-- LISTED ENTRIES --
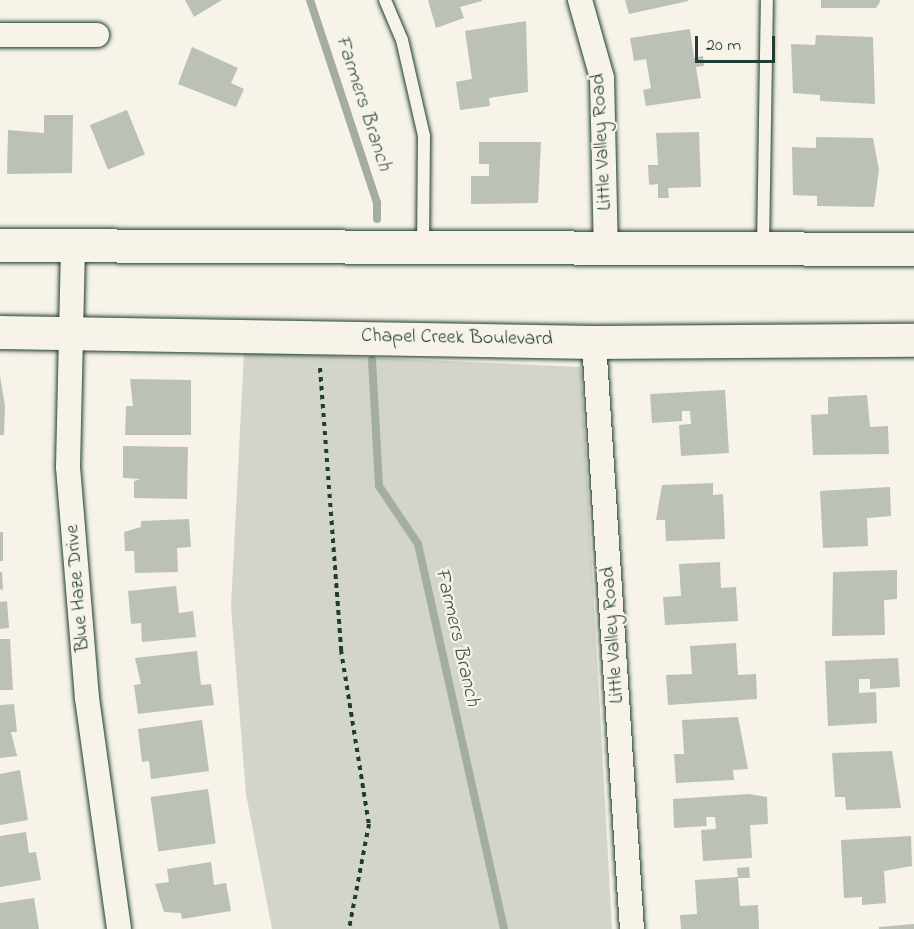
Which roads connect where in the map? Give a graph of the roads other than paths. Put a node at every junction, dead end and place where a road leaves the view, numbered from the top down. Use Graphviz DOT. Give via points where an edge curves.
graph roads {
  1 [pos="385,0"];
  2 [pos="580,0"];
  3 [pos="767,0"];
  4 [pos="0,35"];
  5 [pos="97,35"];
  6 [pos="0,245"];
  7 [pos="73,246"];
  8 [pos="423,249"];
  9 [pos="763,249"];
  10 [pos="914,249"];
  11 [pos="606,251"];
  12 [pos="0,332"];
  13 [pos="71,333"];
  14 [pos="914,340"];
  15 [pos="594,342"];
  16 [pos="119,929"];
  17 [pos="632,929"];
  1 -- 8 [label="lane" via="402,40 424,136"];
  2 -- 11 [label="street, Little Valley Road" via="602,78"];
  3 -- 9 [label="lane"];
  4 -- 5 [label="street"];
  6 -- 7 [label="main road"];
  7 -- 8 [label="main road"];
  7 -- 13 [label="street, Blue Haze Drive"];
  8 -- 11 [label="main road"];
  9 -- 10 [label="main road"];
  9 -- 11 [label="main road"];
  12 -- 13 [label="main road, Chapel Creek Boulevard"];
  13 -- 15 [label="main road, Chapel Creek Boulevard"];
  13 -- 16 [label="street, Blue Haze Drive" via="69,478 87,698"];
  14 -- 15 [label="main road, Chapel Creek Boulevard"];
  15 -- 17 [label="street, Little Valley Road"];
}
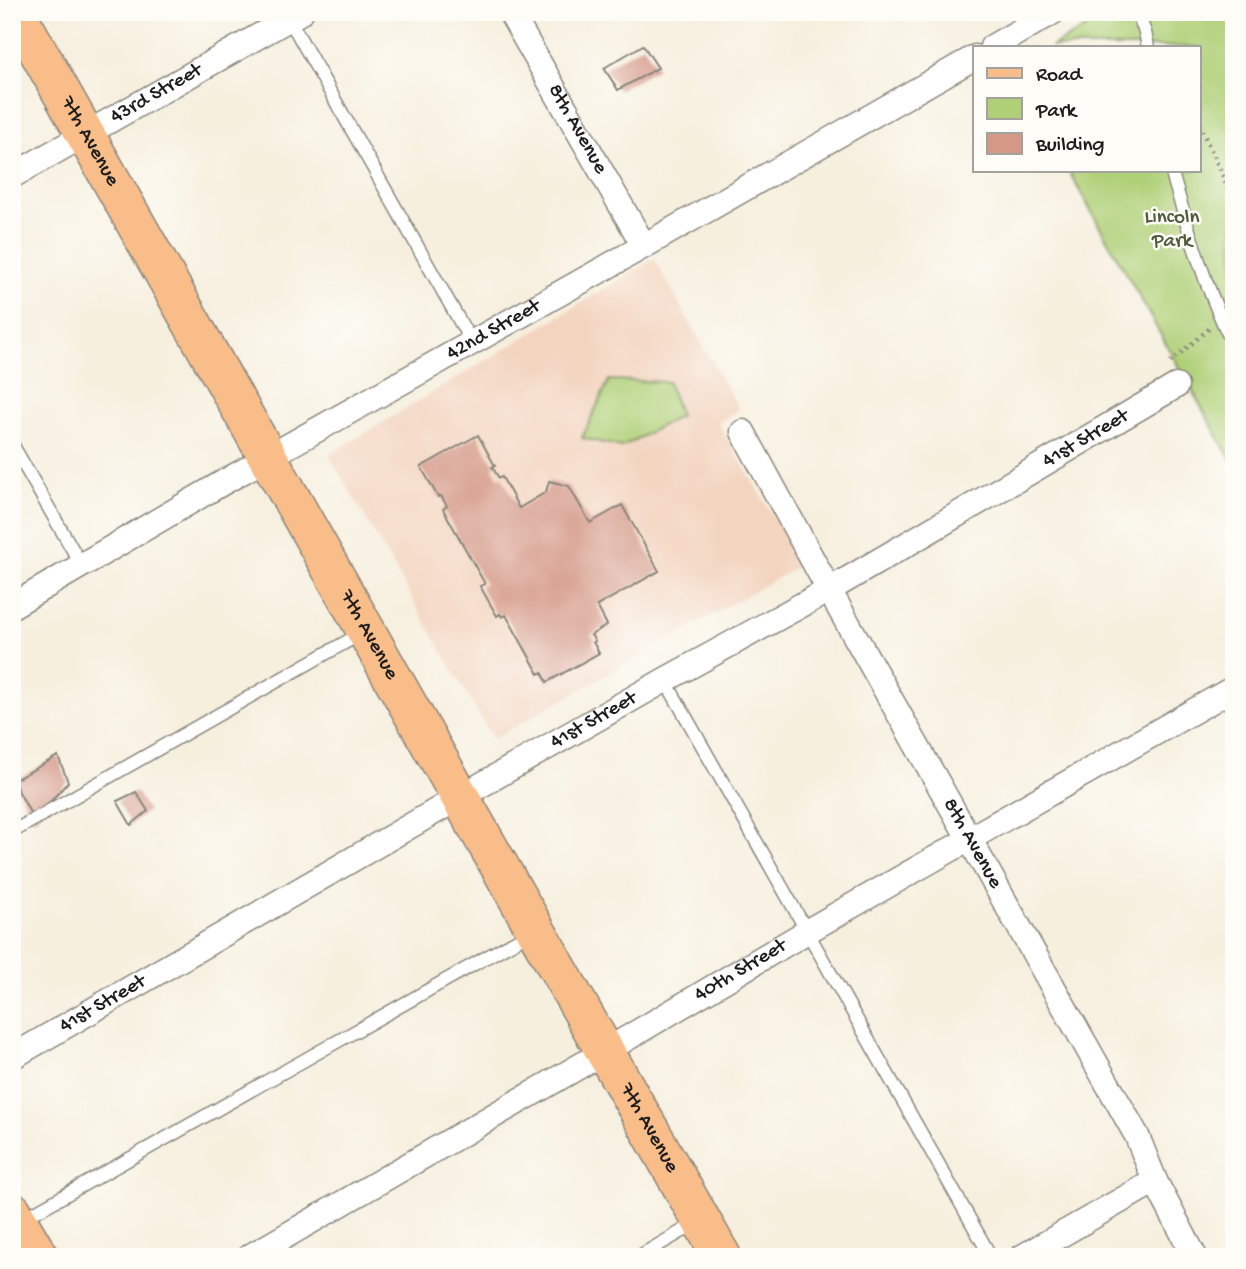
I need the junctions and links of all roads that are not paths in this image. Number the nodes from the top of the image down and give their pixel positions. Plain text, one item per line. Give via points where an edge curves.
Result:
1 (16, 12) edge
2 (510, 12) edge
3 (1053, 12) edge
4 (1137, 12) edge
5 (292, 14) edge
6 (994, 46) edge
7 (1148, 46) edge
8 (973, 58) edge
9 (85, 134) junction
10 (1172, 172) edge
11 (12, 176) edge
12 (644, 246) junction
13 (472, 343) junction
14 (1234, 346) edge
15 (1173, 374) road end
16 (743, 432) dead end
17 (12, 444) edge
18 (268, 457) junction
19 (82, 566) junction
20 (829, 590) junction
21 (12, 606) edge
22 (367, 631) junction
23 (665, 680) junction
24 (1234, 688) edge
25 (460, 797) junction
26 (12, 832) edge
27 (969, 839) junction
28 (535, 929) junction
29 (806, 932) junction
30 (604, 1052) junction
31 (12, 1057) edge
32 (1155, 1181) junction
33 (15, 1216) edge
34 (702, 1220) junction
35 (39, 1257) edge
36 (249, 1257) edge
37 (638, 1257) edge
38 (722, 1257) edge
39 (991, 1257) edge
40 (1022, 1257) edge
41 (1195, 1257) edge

-- WHAT YOU WILL DO --
Print, exactly and only, the lines running from the one with "I need the junctions" to the end of the data above.

-- TASK RESPONSE --
I need the junctions and links of all roads that are not paths in this image. Number the nodes from the top of the image down and give their pixel positions. Plain text, one item per line. Give via points where an edge curves.
Result:
1 (16, 12) edge
2 (510, 12) edge
3 (1053, 12) edge
4 (1137, 12) edge
5 (292, 14) edge
6 (994, 46) edge
7 (1148, 46) edge
8 (973, 58) edge
9 (85, 134) junction
10 (1172, 172) edge
11 (12, 176) edge
12 (644, 246) junction
13 (472, 343) junction
14 (1234, 346) edge
15 (1173, 374) road end
16 (743, 432) dead end
17 (12, 444) edge
18 (268, 457) junction
19 (82, 566) junction
20 (829, 590) junction
21 (12, 606) edge
22 (367, 631) junction
23 (665, 680) junction
24 (1234, 688) edge
25 (460, 797) junction
26 (12, 832) edge
27 (969, 839) junction
28 (535, 929) junction
29 (806, 932) junction
30 (604, 1052) junction
31 (12, 1057) edge
32 (1155, 1181) junction
33 (15, 1216) edge
34 (702, 1220) junction
35 (39, 1257) edge
36 (249, 1257) edge
37 (638, 1257) edge
38 (722, 1257) edge
39 (991, 1257) edge
40 (1022, 1257) edge
41 (1195, 1257) edge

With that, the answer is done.